YOUR TASK: Whenever a line in the records below holds the string "GRÆSMARKEN", copy it out.

(Stored data)
* * * *

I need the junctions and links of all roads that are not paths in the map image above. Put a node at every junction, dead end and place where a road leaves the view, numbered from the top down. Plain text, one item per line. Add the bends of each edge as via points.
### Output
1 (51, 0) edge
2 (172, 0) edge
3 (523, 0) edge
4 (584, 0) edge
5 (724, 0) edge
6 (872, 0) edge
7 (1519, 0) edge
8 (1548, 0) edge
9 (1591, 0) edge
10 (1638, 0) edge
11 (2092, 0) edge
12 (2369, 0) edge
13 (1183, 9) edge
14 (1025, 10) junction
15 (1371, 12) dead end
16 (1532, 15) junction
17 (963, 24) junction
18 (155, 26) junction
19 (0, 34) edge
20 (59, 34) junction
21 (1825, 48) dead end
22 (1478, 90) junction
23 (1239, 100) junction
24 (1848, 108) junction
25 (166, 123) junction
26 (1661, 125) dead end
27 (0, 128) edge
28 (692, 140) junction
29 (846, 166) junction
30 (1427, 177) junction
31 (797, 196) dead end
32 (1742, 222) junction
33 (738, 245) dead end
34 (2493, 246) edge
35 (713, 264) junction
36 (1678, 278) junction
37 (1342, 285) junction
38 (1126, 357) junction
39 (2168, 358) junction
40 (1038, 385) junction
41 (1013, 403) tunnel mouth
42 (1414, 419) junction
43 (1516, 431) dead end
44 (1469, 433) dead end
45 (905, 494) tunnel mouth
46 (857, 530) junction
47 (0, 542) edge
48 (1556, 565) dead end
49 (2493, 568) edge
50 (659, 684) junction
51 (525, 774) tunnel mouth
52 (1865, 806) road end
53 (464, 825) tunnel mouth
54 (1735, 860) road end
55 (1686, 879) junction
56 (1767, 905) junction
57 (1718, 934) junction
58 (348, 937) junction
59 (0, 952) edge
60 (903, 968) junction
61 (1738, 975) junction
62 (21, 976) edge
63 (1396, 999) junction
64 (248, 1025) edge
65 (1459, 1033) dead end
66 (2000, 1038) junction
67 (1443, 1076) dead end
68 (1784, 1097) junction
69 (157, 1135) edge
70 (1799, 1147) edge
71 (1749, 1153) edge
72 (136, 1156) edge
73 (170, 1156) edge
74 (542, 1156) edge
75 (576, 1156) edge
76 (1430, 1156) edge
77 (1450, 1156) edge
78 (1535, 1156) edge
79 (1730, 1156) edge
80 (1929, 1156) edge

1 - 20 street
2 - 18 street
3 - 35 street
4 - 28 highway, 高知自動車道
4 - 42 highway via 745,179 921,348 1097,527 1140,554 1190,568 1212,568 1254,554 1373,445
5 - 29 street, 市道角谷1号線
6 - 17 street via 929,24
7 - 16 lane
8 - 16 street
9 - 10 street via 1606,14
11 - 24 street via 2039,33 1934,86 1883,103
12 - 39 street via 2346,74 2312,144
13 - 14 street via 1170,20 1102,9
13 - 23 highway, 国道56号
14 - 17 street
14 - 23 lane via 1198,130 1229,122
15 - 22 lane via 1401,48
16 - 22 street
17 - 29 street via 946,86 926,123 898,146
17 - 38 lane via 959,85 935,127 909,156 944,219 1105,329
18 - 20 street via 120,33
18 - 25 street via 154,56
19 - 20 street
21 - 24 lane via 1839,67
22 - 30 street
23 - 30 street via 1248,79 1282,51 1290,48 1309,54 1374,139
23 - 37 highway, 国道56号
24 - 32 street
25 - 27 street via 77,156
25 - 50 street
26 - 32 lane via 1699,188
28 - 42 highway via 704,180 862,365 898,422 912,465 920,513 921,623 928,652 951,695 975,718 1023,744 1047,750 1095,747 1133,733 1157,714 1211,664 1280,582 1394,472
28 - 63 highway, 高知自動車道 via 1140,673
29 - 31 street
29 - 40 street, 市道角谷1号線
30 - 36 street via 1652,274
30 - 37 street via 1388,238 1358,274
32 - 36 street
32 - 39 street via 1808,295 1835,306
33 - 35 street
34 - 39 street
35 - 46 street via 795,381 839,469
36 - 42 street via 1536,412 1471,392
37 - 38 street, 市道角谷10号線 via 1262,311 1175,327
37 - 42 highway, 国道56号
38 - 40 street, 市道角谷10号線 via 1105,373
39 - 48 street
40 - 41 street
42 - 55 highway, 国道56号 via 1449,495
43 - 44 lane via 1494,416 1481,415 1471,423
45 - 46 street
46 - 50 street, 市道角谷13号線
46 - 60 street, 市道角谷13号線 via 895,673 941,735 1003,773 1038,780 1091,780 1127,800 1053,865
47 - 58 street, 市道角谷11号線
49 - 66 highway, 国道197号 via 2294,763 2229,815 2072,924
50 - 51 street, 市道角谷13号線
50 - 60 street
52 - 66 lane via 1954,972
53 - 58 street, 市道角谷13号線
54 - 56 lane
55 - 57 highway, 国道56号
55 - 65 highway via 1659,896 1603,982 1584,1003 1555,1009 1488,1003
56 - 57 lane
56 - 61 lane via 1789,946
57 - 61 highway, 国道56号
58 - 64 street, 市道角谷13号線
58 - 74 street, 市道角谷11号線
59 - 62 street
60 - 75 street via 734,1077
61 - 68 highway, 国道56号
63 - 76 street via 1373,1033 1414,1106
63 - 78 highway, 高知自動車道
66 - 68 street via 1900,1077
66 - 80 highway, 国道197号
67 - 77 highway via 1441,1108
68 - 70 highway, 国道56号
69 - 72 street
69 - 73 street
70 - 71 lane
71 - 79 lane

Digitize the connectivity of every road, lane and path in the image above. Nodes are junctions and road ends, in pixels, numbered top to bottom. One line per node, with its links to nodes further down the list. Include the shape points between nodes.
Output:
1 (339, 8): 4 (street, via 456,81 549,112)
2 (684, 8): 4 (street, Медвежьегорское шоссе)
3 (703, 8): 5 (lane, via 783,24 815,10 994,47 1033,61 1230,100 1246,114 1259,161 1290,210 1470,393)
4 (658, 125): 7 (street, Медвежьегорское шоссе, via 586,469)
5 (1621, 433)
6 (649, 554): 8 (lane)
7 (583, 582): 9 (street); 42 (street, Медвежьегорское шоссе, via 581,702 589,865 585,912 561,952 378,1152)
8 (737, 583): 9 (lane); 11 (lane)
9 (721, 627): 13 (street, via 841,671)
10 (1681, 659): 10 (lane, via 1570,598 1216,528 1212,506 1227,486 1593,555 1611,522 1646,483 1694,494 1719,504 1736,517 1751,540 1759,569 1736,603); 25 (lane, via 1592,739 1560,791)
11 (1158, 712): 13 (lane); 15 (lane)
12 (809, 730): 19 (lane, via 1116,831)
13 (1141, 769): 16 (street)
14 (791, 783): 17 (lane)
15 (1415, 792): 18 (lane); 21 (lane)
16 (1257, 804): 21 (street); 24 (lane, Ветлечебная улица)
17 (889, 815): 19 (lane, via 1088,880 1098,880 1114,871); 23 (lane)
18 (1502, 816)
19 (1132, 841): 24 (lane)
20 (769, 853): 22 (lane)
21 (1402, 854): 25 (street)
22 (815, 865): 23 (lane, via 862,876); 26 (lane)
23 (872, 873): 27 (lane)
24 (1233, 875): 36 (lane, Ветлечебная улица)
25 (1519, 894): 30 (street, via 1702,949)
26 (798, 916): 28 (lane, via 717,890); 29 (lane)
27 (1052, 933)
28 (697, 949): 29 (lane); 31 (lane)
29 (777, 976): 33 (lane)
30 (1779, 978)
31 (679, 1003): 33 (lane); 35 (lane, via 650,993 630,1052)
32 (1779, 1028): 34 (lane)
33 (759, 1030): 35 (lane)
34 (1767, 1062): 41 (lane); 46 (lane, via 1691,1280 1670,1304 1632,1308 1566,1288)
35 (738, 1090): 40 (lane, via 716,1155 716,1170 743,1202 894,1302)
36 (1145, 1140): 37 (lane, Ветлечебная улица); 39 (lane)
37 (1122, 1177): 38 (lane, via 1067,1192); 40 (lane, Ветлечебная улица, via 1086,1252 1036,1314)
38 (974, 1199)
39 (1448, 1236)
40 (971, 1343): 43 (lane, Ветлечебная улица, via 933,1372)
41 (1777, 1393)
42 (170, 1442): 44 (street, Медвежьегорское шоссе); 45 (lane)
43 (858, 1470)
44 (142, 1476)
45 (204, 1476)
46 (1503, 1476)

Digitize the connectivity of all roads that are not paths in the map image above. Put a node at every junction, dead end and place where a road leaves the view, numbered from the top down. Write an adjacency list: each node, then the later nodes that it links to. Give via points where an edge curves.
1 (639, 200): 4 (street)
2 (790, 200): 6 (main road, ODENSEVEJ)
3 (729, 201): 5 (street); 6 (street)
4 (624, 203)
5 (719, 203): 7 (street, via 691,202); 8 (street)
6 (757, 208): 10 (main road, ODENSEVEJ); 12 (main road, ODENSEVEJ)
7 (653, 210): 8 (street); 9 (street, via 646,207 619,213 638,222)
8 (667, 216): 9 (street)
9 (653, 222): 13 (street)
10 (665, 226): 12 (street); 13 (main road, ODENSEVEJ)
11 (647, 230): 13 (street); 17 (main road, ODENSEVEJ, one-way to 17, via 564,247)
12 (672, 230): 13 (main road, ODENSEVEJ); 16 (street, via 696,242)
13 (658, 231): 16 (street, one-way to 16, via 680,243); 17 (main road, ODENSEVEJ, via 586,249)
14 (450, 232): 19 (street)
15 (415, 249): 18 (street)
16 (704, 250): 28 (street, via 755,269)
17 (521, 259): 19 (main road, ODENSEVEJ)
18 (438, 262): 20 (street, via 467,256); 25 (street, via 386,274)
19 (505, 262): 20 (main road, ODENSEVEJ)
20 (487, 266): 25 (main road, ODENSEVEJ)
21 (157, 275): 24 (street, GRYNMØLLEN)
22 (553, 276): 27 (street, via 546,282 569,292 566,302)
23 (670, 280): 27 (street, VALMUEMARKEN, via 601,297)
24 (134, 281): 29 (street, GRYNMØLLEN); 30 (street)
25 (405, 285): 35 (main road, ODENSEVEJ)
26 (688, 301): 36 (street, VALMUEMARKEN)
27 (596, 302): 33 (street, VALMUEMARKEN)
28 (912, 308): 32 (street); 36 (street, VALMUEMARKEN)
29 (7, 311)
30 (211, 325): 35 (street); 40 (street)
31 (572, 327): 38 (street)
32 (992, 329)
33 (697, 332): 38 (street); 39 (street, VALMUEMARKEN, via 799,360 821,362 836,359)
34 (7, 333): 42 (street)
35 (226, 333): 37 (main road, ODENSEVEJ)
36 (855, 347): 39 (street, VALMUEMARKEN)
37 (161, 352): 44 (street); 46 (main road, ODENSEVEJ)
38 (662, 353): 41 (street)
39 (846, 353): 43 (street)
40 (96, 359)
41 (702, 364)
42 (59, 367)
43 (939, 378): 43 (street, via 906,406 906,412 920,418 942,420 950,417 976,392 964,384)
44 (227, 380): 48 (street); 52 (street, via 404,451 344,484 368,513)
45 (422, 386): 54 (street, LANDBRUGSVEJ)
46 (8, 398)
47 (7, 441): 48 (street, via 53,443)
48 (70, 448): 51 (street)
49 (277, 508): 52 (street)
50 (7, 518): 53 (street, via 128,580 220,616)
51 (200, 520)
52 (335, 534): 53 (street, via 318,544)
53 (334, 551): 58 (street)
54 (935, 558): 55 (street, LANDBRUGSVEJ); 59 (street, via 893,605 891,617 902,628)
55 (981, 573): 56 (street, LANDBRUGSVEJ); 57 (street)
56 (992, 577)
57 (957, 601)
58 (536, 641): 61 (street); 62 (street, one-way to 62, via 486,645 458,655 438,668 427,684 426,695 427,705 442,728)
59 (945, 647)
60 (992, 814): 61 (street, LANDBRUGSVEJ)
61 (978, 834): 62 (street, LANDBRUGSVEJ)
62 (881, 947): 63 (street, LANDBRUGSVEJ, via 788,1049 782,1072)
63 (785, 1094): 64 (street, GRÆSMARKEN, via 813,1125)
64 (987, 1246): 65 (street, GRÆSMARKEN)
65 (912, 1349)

* * * *

EXERCISE SOLUTION:
63 (785, 1094): 64 (street, GRÆSMARKEN, via 813,1125)
64 (987, 1246): 65 (street, GRÆSMARKEN)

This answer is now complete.